Preheat oven to 350°F. Line a baking sheet with parchment paper or foil; lightly coat foil, if using, with cooking spray. Set baking sheet aside. To prepare the filling: In a large bowl, combine apples, brown sugar, dried cherries, pecans, brandy, honey, cinnamon, and nutmeg; set aside.
Unfold phyllo dough. Place 1 sheet of dough on a work surface (as you work, cover the remaining dough with plastic wrap to prevent it from drying out). Lightly coat phyllo sheet with cooking spray. Top with another sheet of phyllo; lightly coat with cooking spray.
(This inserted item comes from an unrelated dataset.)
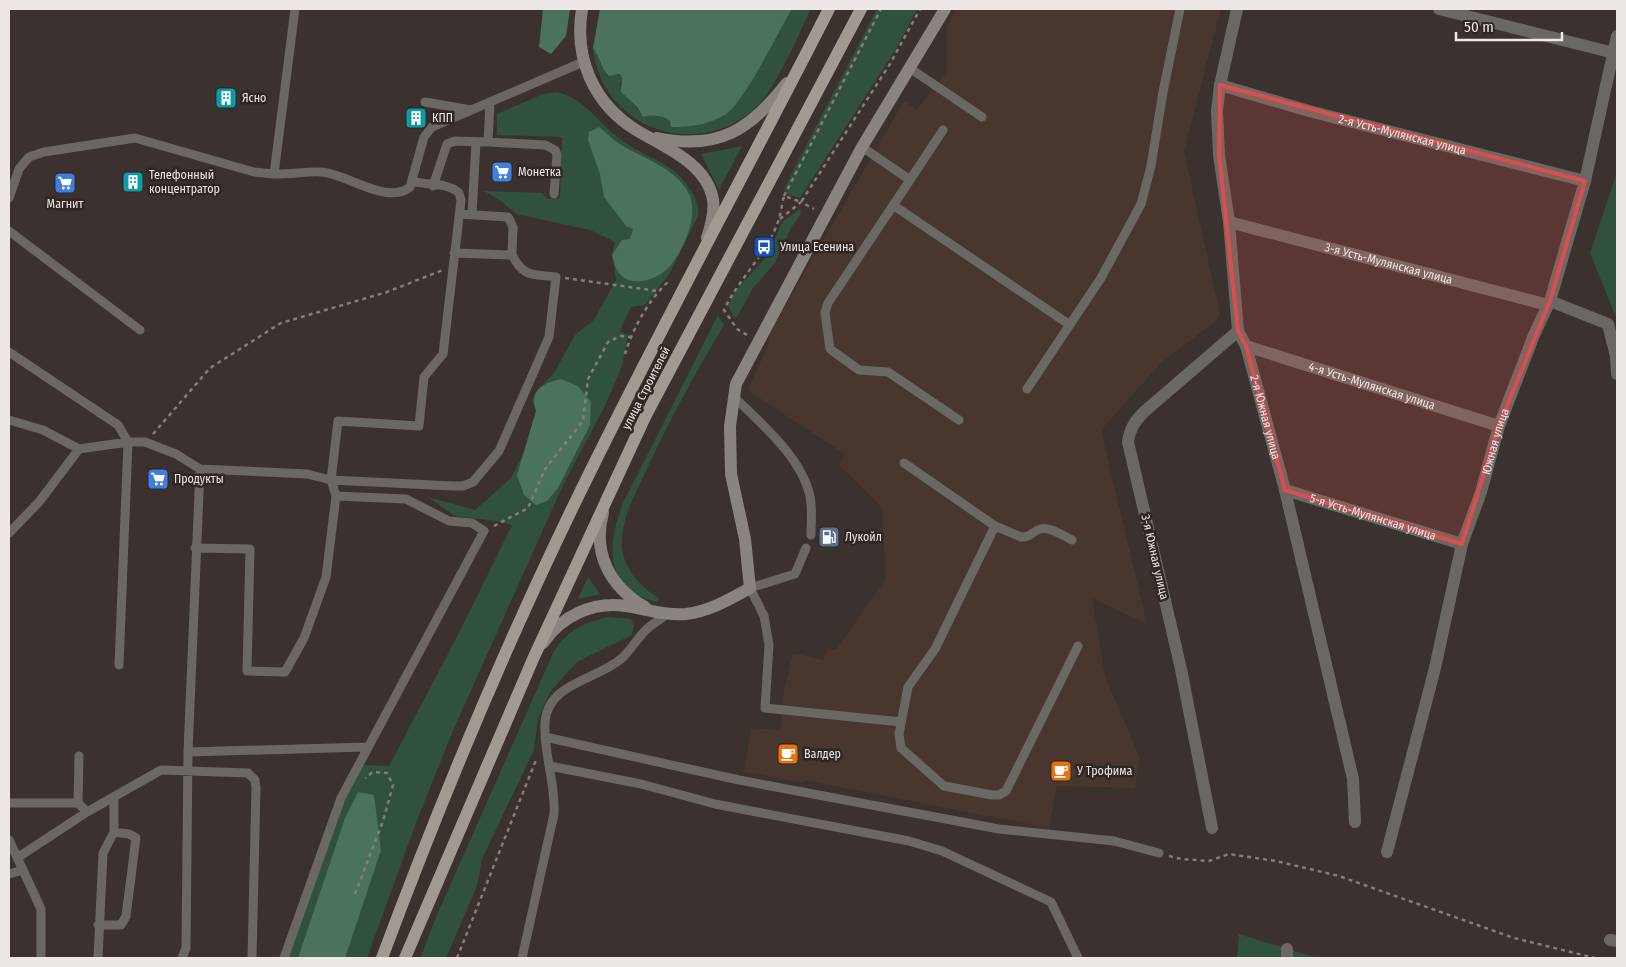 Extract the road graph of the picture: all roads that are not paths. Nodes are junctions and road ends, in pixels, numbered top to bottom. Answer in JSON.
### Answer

Repeat with the remaining sheets of phyllo, coating each with cooking spray.
Spread filling over the stack of phyllo sheets, leaving a 2-inch border on the far long side and a 1-inch border on the remaining sides. Starting from the near long side, roll up phyllo just enough to enclose filling (there will be a generous amount of filling to enclose). Fold in sides and continue rolling to end of dough. Place, seam side down, on the prepared baking sheet. Lightly coat roll with cooking spray.
Bake for 40 to 50 minutes or until golden. Carefully transfer strudel on parchment paper to a wire rack; cool. Cut into slices.
Tip: If using sugar substitutes, choose from Sweet'N Low® Brown or Sugar Twin® Granulated Brown. Follow package directions to use product amount equivalent to 2 tablespoons brown sugar. Nutrition Facts Per Serving with Substitute: Same as below except: 88 cal., 18 g carb., 34 mg sodium
To toast nuts, spread in a shallow baking pan lined with parchment paper. Bake in a 350°F oven for 5 to 10 minutes or until golden, shaking pan once or twice.